The latest FEC letter, dated Feb. 19 and addressed to his wife, who is listed as the campaign treasurer, again warned that a failure to comply “may result in civil money penalties, an audit or legal enforcement action.”
A Monday fundraising email asked for donations of “$25 – $2,500 or whatever you can afford” to attend an event with Hernandez at a Fresno restaurant. The email also links to a donation page at ActBlue, a third-party group that allows people to donate to candidates online. However, an ActBlue representative said Hernandez does not have an active account for the 2014 election cycle.
Hernandez’s fundraising emails list addresses for three campaign offices. The Hanford address appears to be a private residence, while the other two appear to be located in more traditional California strip-mall office spaces.

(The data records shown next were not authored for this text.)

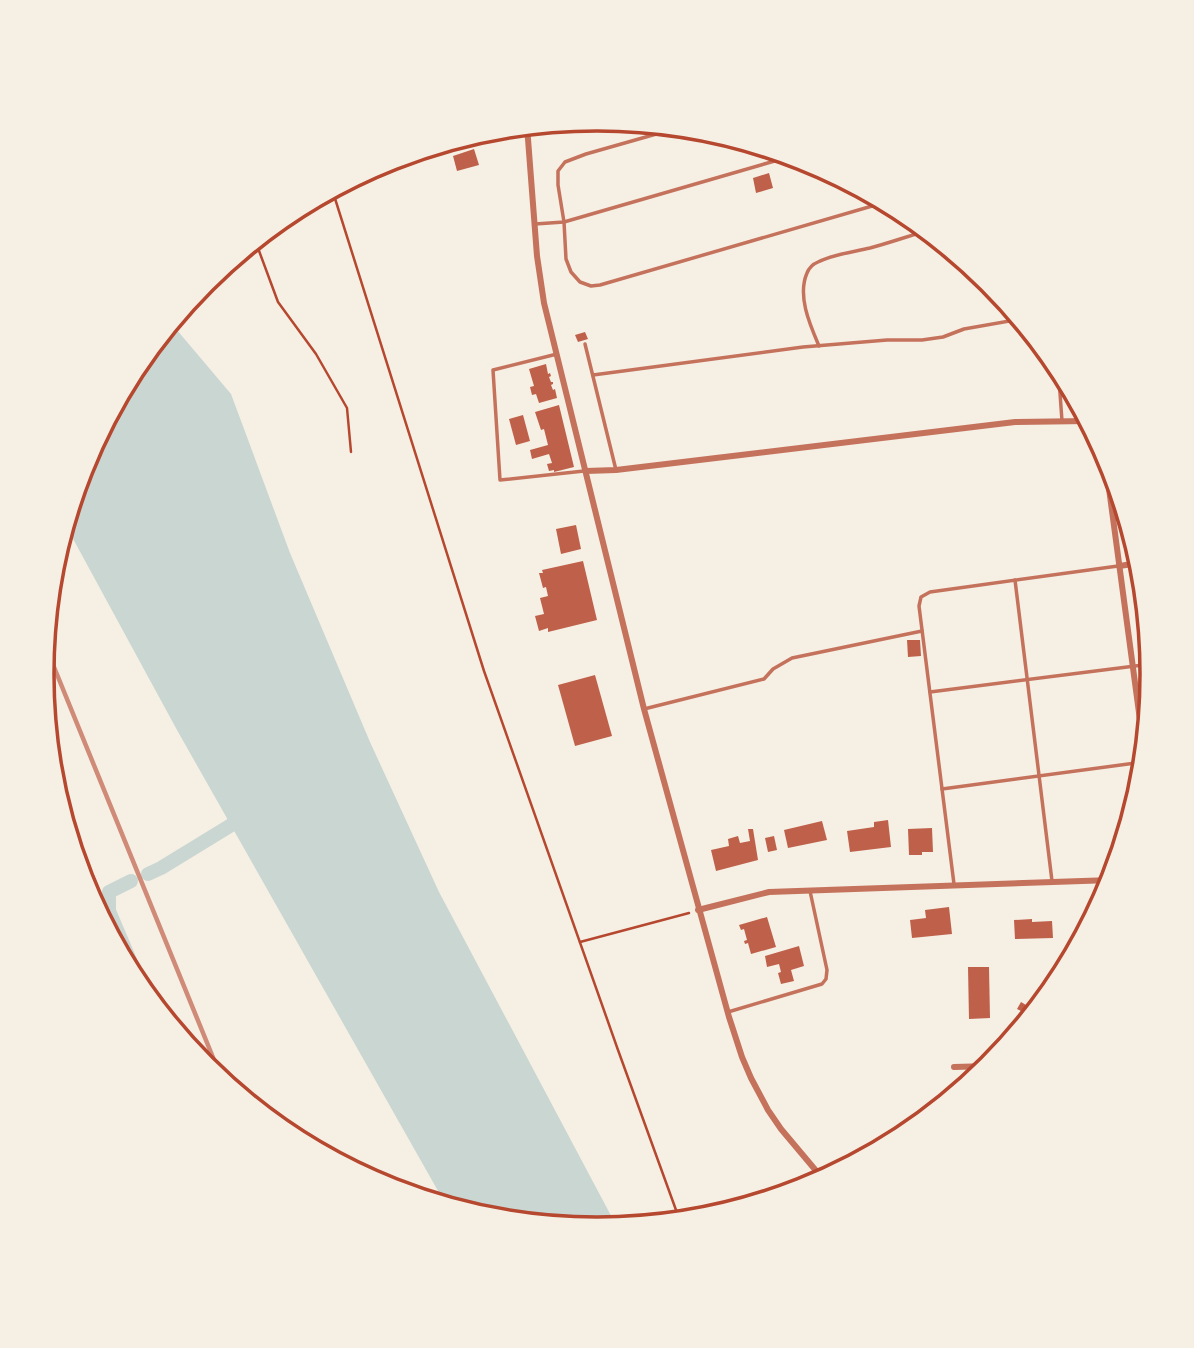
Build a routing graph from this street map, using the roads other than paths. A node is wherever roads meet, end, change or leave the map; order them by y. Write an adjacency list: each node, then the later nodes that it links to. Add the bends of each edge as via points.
1 (655, 135): 5 (lane, via 565,162 558,171)
2 (528, 136): 6 (street)
3 (774, 161): 5 (lane)
4 (872, 206): 5 (lane, via 591,286 571,272)
5 (564, 222): 6 (lane)
6 (535, 225): 11 (street, via 544,303)
7 (914, 234): 10 (lane, via 828,258 808,270 804,293)
8 (1009, 321): 10 (lane, via 922,340)
9 (585, 344): 12 (lane)
10 (818, 346): 12 (lane)
11 (557, 354): 17 (street); 17 (lane, via 493,370 500,480)
12 (593, 375): 16 (lane)
13 (1060, 391): 14 (lane)
14 (1062, 421): 15 (street); 16 (street, via 1015,422)
15 (1077, 421)
16 (616, 470): 17 (street)
17 (586, 471): 27 (street)
18 (1110, 497): 20 (street)
19 (1128, 565): 20 (street)
20 (1119, 566): 21 (lane); 24 (street)
21 (1015, 580): 22 (lane, via 930,592 921,597 919,606); 25 (lane)
22 (923, 631): 26 (lane); 27 (lane, via 792,658 764,679)
23 (1140, 666): 24 (lane)
24 (1133, 667): 25 (lane); 28 (street)
25 (1027, 680): 26 (lane); 30 (lane)
26 (930, 692): 31 (lane)
27 (644, 709): 36 (street)
28 (1139, 711)
29 (1132, 764): 30 (lane)
30 (1039, 776): 31 (lane); 33 (lane)
31 (942, 789): 34 (lane)
32 (1099, 881): 33 (street)
33 (1052, 883): 34 (street)
34 (954, 886): 35 (street)
35 (810, 891): 36 (street, via 769,892); 37 (lane, via 826,979)
36 (698, 910): 37 (street)
37 (727, 1012): 40 (street, via 768,1110)
38 (954, 1067): 39 (street)
39 (972, 1067)
40 (816, 1170)

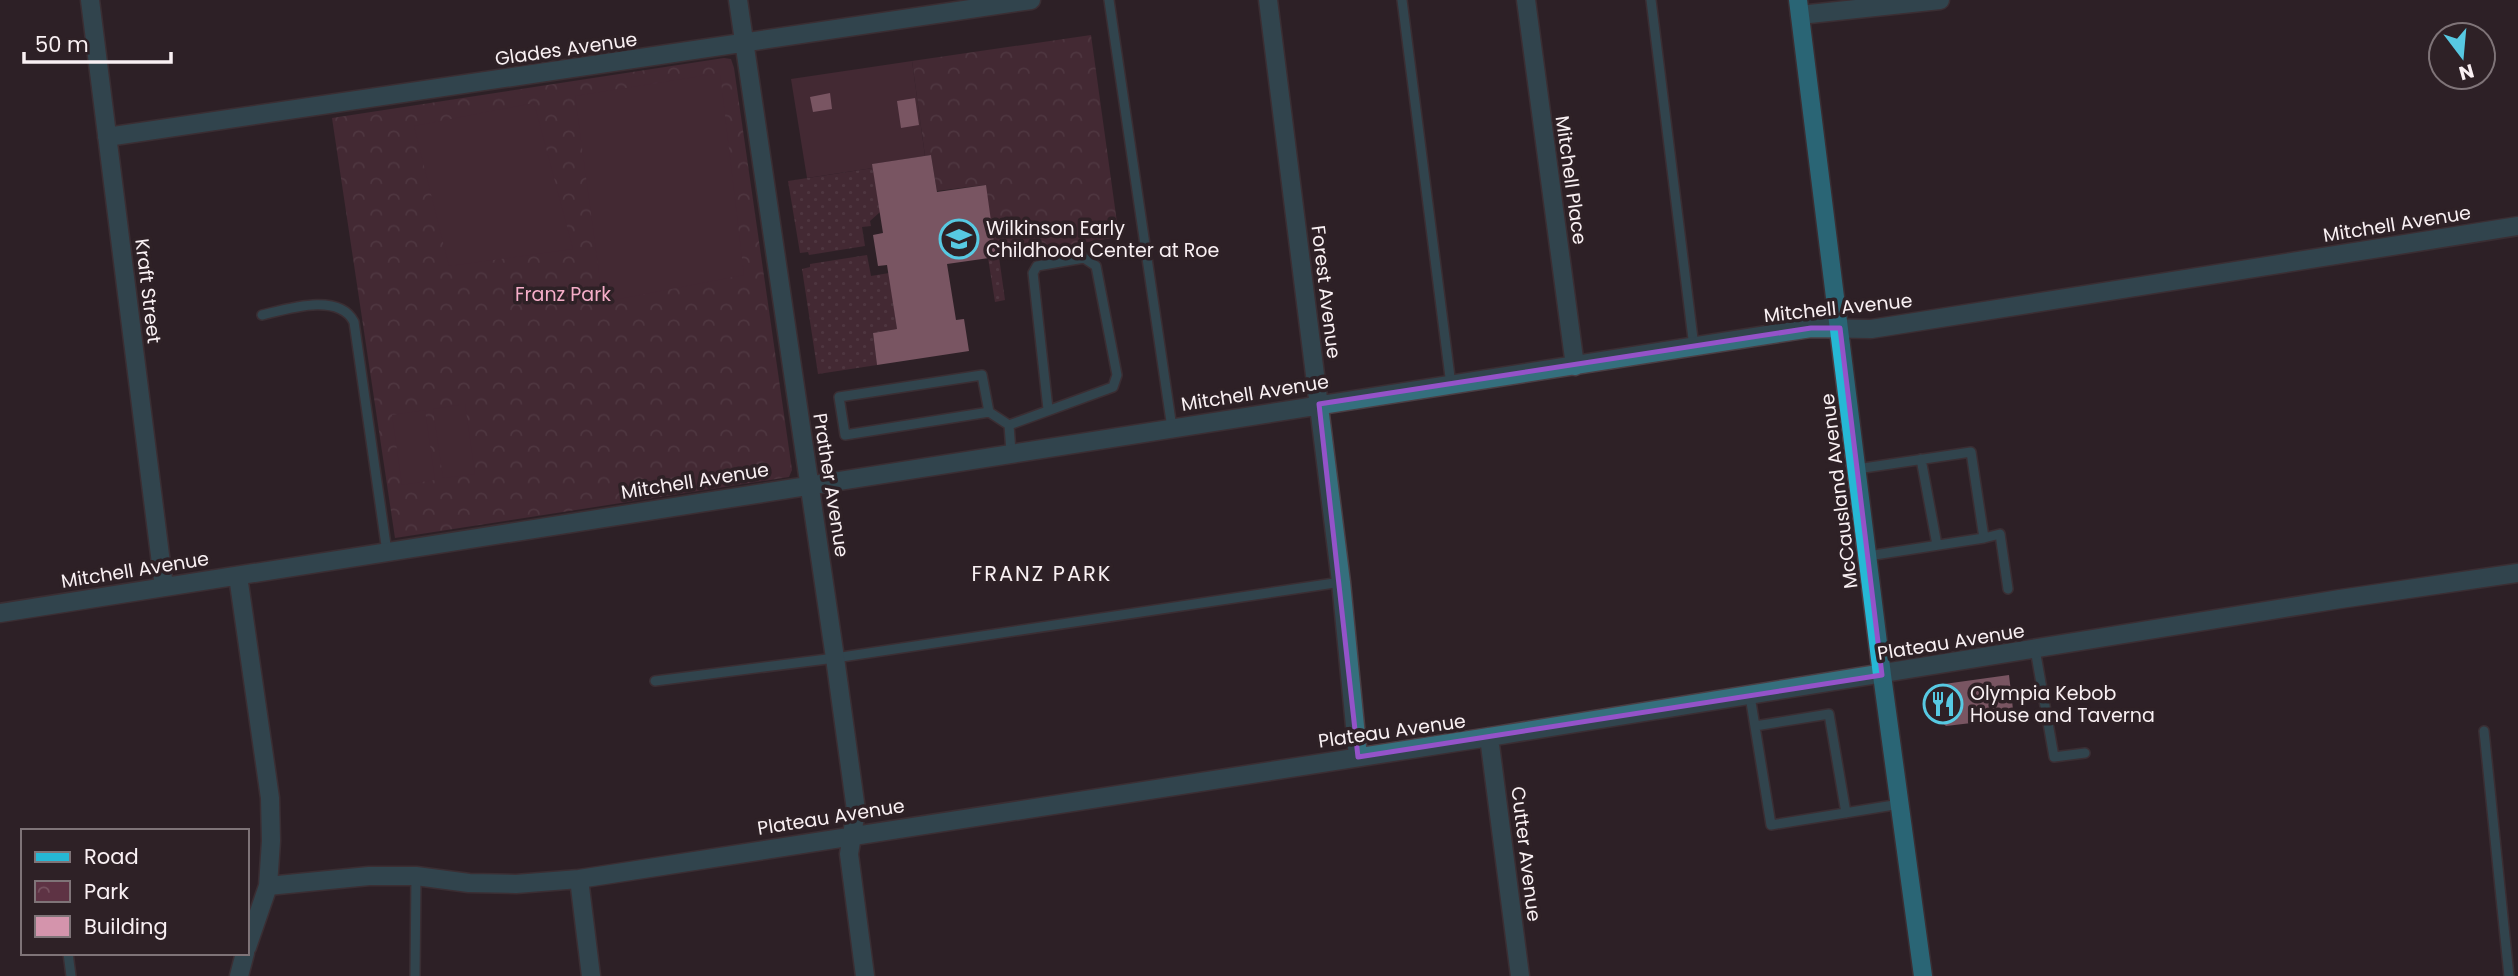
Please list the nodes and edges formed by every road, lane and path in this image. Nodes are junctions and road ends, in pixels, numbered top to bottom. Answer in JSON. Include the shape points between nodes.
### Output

Cathee Romley, president of the Democratic Women of Kern, a local Democratic club in the district, said Hernandez bounced a check for $42 to her organization for a fundraising luncheon he attended in August. Her group has still not received the money.
“He wrote a check and we notified him, we sent him a letter letting him know that it was a check that was bounced for insufficient funds written on a closed checking account,” said Romley, whose organization is neutral in the primary between Hernandez and Renteria. “We just shake our head and say, ‘This guy cannot be serious. You cannot do this.’”
Hernandez did not return multiple requests for comment.
If he qualifies for the ballot, Hernandez will face Valadao and Renteria in a June 3 top-two primary, in which the two highest vote recipients advance to the general regardless of party.
Renteria raised $338,000 in the fourth quarter, her first as a candidate, and had $257,000 in cash on hand as of Dec. 31. Her cash on hand total is more than Hernandez raised in his entire 2012 bid for the seat, and Renteria has the added support of EMILY’s List, a group that seeks to boost Democratic women who support abortion rights into office.
Still, the Hernandez campaign recently touted a Republican poll reported by the Bakersfield Californian that showed Hernandez in second place in the all-party primary, behind Valadao.
The incumbent Republican ended 2013 with $677,000 in the bank and is unlikely to have trouble advancing to the general.
California’s 21st District is rated a Tilt Republican contest by Rothenberg Political Report/Roll Call.